Hello,
As part of a SaaS solution, I'm currently setting up the structure for a S3 bucket which will contian multiple clients' data.
The idea is to use one access point per client, in order to isolate the different client's data.
To be clear, the data is not made accessible to the client (not directly at least). The bucket is only used to absorb data to be used for processing and analysis purposes.
This data is saved into different folders depending on the source type, so for example in a given access point one could have
/images/
/logs/
etc.
However, I'm unsure whether I should add extra partitioning to that, for a few reasons.
For example, one is file collision. Suppose access point A has a file /images/tree.png, and then access point B tries to add a file with the same path, how is the collision handled?
That could be solved with a something like hash suffix, but I'd still like to know what would happen.
Then there is the question of scalability. This is not an issue per se, but I'm trying to think about what could happen in the future. It seems to me that having an extra partition on top of the access point would make it easier in the future, if there's any migration / refactoring that are needed.

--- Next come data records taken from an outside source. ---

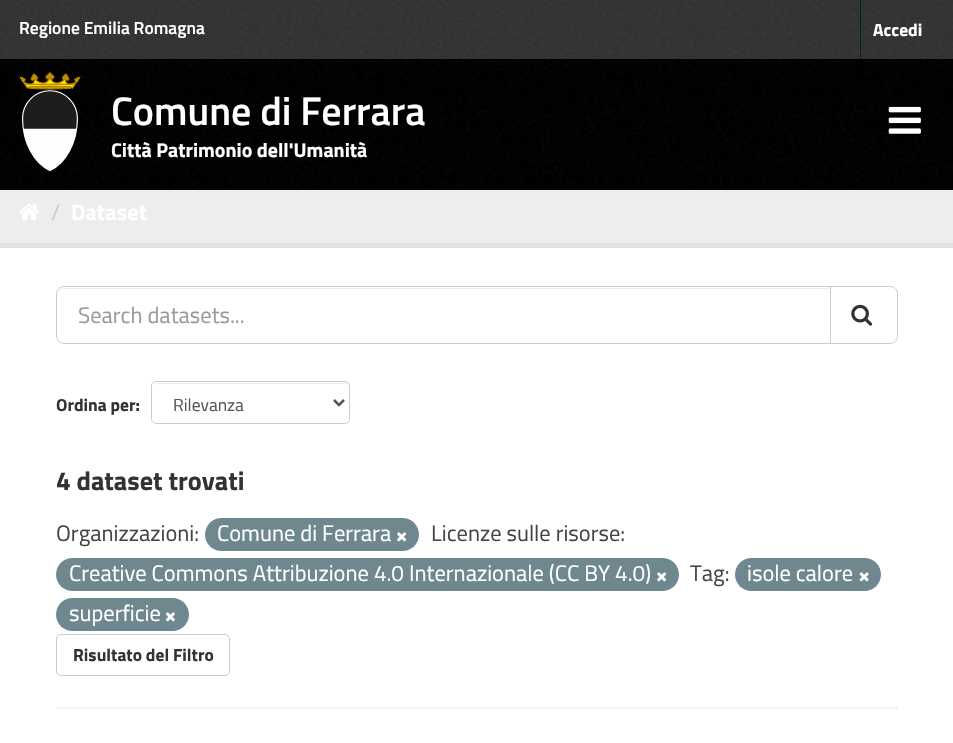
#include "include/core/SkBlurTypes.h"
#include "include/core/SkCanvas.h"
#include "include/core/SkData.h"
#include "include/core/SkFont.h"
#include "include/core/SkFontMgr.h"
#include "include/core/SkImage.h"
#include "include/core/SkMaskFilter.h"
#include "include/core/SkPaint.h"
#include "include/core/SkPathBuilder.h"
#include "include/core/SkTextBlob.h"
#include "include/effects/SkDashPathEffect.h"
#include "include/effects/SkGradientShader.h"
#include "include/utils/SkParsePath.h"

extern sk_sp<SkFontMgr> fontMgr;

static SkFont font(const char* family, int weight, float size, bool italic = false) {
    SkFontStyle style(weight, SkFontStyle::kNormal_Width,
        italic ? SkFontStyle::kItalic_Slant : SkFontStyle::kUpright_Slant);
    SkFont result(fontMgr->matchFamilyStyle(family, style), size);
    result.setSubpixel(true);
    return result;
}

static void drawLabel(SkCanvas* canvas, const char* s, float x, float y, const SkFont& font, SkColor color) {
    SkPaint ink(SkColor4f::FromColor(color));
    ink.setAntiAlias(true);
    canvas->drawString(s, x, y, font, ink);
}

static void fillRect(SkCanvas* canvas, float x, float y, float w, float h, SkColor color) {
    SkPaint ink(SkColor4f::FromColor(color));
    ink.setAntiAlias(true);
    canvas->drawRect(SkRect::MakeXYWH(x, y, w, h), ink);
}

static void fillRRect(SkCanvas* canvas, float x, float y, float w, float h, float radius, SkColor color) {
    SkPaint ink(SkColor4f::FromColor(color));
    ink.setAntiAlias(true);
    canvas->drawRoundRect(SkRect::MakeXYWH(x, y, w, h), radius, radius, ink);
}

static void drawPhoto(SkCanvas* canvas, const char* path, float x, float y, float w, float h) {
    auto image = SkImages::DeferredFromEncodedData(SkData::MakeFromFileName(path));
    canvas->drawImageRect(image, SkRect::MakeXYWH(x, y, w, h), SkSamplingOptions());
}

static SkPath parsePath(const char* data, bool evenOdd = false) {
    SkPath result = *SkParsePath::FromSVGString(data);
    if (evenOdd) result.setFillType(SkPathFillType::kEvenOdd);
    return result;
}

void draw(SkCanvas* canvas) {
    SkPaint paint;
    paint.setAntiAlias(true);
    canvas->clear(0xFF333333);
    drawPhoto(canvas, "assets/img1.png", 0, 0, 953, 58);
    SkFont font1 = font("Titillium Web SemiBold", 600, 17.5f);
    drawLabel(canvas, "Regione Emilia Romagna", 19, 34, font1, 0xFFFFFFFF);
    fillRect(canvas, 860, 0, 1, 59, 0xFF00232E);
    SkFont font2 = font("Titillium Web", 700, 17.5f);
    drawLabel(canvas, "Accedi", 873, 36, font2, 0xFFFFFFFF);
    fillRect(canvas, 0, 59, 953, 131, 0xFF000000);
    drawPhoto(canvas, "assets/img2.png", 0, 59, 953, 131);
    drawPhoto(canvas, "assets/img3.png", 19, 72, 62, 99);
    SkFont font3 = font("Titillium Web SemiBold", 600, 40);
    drawLabel(canvas, "Comune di Ferrara", 111, 125, font3, 0xFFFFFFFF);
    SkFont font4 = font("Titillium Web", 700, 20);
    drawLabel(canvas, "Città Patrimonio dell'Umanità", 111, 157, font4, 0xFFFFFFFF);
    drawPhoto(canvas, "assets/img4.png", 888, 106, 33, 28);
    fillRect(canvas, 0, 190, 953, 53, 0xFFEDEDED);
    drawPhoto(canvas, "assets/img5.png", 19, 204, 20, 16);
    SkFont font5 = font("Titillium Web", 400, 22.5f);
    drawLabel(canvas, "/", 51, 220, font5, 0xFFCCCCCC);
    SkFont font6 = font("Titillium Web", 700, 22.5f);
    drawLabel(canvas, "Dataset", 71, 220, font6, 0xFFFFFFFF);
    paint.setStroke(true);
    paint.setStrokeWidth(5);
    paint.setColor(0xFFE1E1E1);
    canvas->drawRect(SkRect::MakeXYWH(-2.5f, 245.5f, 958, 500), paint);
    fillRect(canvas, 0, 248, 953, 495, 0xFFFFFFFF);
    paint.setStrokeWidth(1.2f);
    paint.setColor(0xFFDDDDDD);
    paint.setPathEffect(SkDashPathEffect::Make({{1.25f, 1.25f}}, 0));
    canvas->drawPath(parsePath("M56 708H897.5"), paint);
    paint.setPathEffect(nullptr);
    paint.setStroke(false);
    paint.setColor(0xFFECECEC);
    canvas->drawPath(parsePath("M64 289H830V288H64C60 288 58 291 58 295C58 292 60 289 64 289Z"), paint);
    paint.setStroke(true);
    paint.setStrokeWidth(1);
    paint.setColor(0xFFCCCCCC);
    canvas->drawPath(parsePath("M64 286.5H830.5V343.5H64C60 343.5 56.5 340 56.5 336V294C56.5 290 60 286.5 64 286.5Z"), paint);
    drawLabel(canvas, "Search datasets...", 78, 323, font5, 0xFF999999);
    paint.setStroke(false);
    paint.setColor(0xFFFFFFFF);
    canvas->drawPath(parsePath("M830.5 286.5H890C894 286.5 897.5 290 897.5 294V336C897.5 340 894 343.5 890 343.5H830.5Z"), paint);
    paint.setStroke(true);
    paint.setColor(0xFFCCCCCC);
    canvas->drawPath(parsePath("M830.5 286.5H890C894 286.5 897.5 290 897.5 294V336C897.5 340 894 343.5 890 343.5H830.5Z"), paint);
    drawPhoto(canvas, "assets/img6.png", 851, 304, 22, 22);
    drawLabel(canvas, "Ordina per:", 56, 411, font2, 0xFF333333);
    paint.setStroke(false);
    paint.setColor(0xFFECECEC);
    canvas->drawPath(parsePath("M156 384H345C347 384 349 385 349 388V387C349 385 347 383 345 383H157C156 383 155 384 154 384Z"), paint);
    paint.setStroke(true);
    paint.setColor(0xFFCCCCCC);
    canvas->drawRoundRect(SkRect::MakeXYWH(151.5f, 381.5f, 198, 42), 4.5f, 4.5f, paint);
    paint.setStrokeWidth(2.5f);
    paint.setColor(0xFF555555);
    canvas->drawPath(parsePath("M334 400L339 405L344 400"), paint);
    SkFont font7 = font("Titillium Web", 400, 17.5f);
    drawLabel(canvas, "Rilevanza", 173, 411, font7, 0xFF555555);
    SkFont font8 = font("Titillium Web", 700, 26.25f);
    drawLabel(canvas, "4 dataset trovati", 56, 490, font8, 0xFF333333);
    drawLabel(canvas, "Organizzazioni:", 56, 541, font5, 0xFF444444);
    fillRRect(canvas, 205, 518, 214, 33, 16.5f, 0xFF6F8890);
    drawLabel(canvas, "Comune di Ferrara", 217, 541, font5, 0xFFFFFFFF);
    drawPhoto(canvas, "assets/img7.png", 397, 532, 10, 10);
    drawLabel(canvas, "Licenze sulle risorse:", 431, 541, font5, 0xFF444444);
    fillRRect(canvas, 56, 558, 623, 33, 16.5f, 0xFF6F8890);
    drawLabel(canvas, "Creative Commons Attribuzione 4.0 Internazionale (CC BY 4.0)", 69, 581, font5, 0xFFFFFFFF);
    drawPhoto(canvas, "assets/img7.png", 657, 572, 10, 10);
    drawLabel(canvas, "Tag:", 690, 581, font5, 0xFF444444);
    fillRRect(canvas, 735, 558, 146, 33, 16.5f, 0xFF6F8890);
    drawLabel(canvas, "isole calore", 747, 581, font5, 0xFFFFFFFF);
    drawPhoto(canvas, "assets/img8.png", 859, 572, 10, 10);
    fillRRect(canvas, 56, 598, 133, 33, 16.5f, 0xFF6F8890);
    drawLabel(canvas, "superficie", 69, 621, font5, 0xFFFFFFFF);
    drawPhoto(canvas, "assets/img9.png", 165, 612, 10, 10);
    paint.setStrokeWidth(1);
    paint.setColor(0xFFCCCCCC);
    canvas->drawRoundRect(SkRect::MakeXYWH(56.5f, 634.5f, 173, 41), 4.5f, 4.5f, paint);
    drawLabel(canvas, "Risultato del Filtro", 73, 661, font2, 0xFF333333);
}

My solution would be to add the organisation id as prefix. Each access point would only have access (through the policy) to files in a specific subdirectory, like /12345/*
However, this means that the callers to the access point need to add that prefix too, which is adds an extra step for all inputs pushing data to the access point, instead of using access point like it were a bucket directly.
I'm not sure which way to go, if I'm complicating things or if there is a simpler solution, hence my question.
Any advice would be greatly appreciated!